As wireless systems and infrastructures are strained, and poised to reach limits, there is a need for systems and designs that meet these challenges. Similarly, from driver-assisted to autonomous vehicles, there is a need for advanced sensing and detection at millimeter wave frequencies and under challenging conditions. Developing devices that operate under these constraints and within these frequencies is challenging.
The present application may be more fully appreciated in connection with the following detailed description taken in conjunction with the accompanying drawings, which are not drawn to scale, and in which like reference characters refer to like parts throughout, and in which:
Methods and apparatuses for an active radiating and feed structure are disclosed. The active radiating and feed structure is suitable for many different millimeter wave (“mm-wave”) applications and can be deployed in a variety of different environments and configurations. Mm-wave applications are those operating with frequencies between 30 and 300 GHz or a portion thereof, including autonomous driving applications in the 77 GHz range and 5G applications in the 60 GHz range, among others.
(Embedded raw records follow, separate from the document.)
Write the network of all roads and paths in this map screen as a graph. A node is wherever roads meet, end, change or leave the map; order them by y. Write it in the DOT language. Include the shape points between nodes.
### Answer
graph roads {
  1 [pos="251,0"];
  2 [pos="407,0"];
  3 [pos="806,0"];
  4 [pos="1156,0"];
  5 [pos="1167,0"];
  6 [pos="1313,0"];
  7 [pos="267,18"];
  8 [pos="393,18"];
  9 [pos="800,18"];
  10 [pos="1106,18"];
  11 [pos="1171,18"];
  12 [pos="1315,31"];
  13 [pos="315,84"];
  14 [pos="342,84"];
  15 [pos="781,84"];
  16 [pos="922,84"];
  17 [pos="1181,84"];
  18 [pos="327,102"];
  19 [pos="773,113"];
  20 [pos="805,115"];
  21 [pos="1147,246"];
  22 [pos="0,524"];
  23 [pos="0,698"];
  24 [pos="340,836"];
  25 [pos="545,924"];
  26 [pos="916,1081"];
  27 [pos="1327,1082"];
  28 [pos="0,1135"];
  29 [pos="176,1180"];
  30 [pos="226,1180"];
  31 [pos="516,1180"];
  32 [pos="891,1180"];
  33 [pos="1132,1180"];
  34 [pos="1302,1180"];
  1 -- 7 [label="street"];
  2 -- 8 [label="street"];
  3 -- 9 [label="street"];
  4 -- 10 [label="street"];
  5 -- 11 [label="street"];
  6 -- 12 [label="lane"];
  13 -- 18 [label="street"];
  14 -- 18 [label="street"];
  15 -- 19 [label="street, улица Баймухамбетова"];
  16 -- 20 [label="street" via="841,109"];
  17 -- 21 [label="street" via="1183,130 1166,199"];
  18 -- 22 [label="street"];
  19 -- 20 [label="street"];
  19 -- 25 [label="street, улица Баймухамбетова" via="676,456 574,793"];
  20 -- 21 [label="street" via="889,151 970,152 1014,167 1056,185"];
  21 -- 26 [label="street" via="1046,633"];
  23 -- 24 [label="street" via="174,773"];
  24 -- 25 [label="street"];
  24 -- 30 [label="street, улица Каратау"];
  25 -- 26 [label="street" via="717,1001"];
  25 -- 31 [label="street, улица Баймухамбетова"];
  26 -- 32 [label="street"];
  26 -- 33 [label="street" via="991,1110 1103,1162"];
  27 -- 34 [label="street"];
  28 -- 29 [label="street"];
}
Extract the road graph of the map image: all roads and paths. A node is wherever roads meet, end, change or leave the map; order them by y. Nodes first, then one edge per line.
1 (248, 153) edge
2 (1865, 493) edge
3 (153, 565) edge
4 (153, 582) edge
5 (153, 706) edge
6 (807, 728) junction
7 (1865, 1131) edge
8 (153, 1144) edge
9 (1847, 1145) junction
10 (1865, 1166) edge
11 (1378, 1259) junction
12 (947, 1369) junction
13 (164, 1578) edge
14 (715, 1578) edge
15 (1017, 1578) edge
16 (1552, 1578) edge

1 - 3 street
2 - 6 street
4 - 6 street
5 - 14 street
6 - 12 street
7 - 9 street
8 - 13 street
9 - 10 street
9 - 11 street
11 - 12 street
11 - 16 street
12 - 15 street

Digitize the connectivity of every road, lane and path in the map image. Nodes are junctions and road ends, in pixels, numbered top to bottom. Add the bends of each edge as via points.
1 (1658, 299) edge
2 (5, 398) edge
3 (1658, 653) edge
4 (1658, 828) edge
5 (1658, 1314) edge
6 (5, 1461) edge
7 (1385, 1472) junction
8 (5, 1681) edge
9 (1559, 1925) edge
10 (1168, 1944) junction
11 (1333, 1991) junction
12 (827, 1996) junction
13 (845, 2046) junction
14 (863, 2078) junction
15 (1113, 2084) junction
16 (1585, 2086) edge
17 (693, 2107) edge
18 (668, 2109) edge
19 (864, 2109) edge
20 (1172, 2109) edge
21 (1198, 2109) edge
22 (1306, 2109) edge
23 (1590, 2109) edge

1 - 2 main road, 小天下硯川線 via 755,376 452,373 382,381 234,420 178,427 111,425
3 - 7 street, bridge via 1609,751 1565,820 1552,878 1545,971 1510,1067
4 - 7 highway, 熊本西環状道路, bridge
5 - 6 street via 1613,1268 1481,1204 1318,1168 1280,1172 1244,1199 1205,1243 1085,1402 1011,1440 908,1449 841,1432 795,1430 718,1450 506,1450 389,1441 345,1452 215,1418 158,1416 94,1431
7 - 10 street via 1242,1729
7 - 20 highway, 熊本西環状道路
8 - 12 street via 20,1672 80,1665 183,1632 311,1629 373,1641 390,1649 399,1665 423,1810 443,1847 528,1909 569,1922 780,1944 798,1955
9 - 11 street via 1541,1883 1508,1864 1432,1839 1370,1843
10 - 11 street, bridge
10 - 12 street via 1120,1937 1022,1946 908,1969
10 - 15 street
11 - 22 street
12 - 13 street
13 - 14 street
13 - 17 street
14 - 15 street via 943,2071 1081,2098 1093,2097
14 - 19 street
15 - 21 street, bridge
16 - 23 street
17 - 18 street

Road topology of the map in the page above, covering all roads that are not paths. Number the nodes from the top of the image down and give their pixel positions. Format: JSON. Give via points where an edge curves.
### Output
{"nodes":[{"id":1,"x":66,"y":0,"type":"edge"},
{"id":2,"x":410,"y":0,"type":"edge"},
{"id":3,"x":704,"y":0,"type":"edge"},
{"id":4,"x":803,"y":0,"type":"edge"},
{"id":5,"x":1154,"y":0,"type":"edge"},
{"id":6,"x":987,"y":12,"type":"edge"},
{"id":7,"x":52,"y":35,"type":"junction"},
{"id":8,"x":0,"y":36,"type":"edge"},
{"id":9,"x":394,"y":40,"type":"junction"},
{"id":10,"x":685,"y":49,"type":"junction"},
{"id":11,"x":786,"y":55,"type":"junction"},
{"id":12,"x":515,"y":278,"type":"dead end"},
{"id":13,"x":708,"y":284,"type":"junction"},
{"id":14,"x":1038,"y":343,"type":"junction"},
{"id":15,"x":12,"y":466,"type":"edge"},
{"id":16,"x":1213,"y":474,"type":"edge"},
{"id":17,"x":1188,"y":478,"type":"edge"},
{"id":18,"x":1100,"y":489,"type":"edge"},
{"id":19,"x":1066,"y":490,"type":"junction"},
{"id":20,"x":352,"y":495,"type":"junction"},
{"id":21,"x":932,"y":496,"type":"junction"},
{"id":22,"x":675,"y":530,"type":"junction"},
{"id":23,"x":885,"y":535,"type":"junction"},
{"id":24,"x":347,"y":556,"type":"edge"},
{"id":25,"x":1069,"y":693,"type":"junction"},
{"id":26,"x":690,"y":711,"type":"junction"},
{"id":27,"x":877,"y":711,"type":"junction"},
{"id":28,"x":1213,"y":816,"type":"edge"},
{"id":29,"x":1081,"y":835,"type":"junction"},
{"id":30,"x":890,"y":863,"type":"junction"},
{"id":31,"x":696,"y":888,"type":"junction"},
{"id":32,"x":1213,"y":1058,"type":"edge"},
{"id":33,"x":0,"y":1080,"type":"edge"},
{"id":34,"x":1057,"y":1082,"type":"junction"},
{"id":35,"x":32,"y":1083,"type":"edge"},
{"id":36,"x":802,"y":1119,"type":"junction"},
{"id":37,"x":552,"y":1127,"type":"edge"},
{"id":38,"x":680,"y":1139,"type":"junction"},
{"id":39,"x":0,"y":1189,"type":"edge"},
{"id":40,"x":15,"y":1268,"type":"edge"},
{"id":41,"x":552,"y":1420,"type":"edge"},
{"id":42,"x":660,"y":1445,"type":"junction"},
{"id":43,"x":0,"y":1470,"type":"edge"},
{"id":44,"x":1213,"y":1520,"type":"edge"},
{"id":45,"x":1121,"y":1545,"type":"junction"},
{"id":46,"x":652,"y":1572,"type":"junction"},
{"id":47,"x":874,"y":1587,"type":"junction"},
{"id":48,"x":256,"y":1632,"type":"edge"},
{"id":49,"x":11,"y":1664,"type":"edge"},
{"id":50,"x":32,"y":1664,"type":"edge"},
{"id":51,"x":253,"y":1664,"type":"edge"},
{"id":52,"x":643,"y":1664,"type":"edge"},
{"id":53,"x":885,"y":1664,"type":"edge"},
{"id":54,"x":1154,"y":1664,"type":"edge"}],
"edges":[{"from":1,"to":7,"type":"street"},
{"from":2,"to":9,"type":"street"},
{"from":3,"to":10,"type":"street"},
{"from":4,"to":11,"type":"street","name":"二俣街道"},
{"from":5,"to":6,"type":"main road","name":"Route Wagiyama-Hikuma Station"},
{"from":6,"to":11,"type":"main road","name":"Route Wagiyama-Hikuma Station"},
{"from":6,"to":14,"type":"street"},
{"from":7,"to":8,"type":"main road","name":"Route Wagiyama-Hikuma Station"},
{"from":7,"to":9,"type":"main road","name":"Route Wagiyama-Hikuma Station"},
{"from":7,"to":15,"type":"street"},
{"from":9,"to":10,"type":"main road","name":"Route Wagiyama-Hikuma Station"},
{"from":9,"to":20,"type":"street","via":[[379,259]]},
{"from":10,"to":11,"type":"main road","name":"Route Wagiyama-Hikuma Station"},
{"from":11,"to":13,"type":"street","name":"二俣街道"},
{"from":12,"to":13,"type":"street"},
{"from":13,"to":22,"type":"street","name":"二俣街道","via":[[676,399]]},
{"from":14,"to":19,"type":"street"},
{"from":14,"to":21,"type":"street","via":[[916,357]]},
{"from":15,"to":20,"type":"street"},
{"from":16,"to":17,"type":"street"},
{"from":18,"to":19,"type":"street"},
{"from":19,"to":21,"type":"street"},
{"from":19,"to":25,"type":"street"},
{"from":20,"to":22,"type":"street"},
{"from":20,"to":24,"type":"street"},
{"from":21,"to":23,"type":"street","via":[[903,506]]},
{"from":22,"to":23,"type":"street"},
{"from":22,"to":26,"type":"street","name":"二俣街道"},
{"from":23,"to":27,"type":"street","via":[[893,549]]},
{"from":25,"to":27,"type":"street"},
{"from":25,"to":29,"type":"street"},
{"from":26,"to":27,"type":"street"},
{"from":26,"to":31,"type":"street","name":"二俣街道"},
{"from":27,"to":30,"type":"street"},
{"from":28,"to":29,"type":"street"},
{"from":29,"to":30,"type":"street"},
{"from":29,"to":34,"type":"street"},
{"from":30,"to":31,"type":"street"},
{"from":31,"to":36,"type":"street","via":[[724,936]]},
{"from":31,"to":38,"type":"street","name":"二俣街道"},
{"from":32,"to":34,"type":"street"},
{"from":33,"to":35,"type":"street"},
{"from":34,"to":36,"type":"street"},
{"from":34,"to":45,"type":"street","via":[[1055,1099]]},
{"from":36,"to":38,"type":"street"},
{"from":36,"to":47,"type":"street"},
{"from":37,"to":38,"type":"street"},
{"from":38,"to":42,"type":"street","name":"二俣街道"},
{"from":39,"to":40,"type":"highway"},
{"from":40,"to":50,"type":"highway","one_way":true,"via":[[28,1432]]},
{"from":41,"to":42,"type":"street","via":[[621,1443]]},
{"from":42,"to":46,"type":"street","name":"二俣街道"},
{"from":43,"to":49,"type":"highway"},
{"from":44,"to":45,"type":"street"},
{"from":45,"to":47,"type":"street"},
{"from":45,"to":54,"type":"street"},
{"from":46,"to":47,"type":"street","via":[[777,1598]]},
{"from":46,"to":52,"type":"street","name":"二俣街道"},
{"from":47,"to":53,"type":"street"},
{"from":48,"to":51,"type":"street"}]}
The active radiating and feed structure disclosed herein provides antennas with unprecedented capability of generating radio frequency (“RF”) waves with improved directivity in both 5G and autonomous driving applications. Active components in the antennas are used to achieve smart beam steering and beam forming, reducing the antennas' complexity and processing time and enabling fast scans of up to approximately a 360° Field-of-View (“FoV”) for long range target detection.
It is appreciated that, in the following description, numerous specific details are set forth to provide a thorough understanding of the examples. However, it is appreciated that the examples may be practiced without limitation to these specific details. In other instances, well-known methods and structures may not be described in detail to avoid unnecessarily obscuring the description of the examples. Also, the examples may be used in combination with each other.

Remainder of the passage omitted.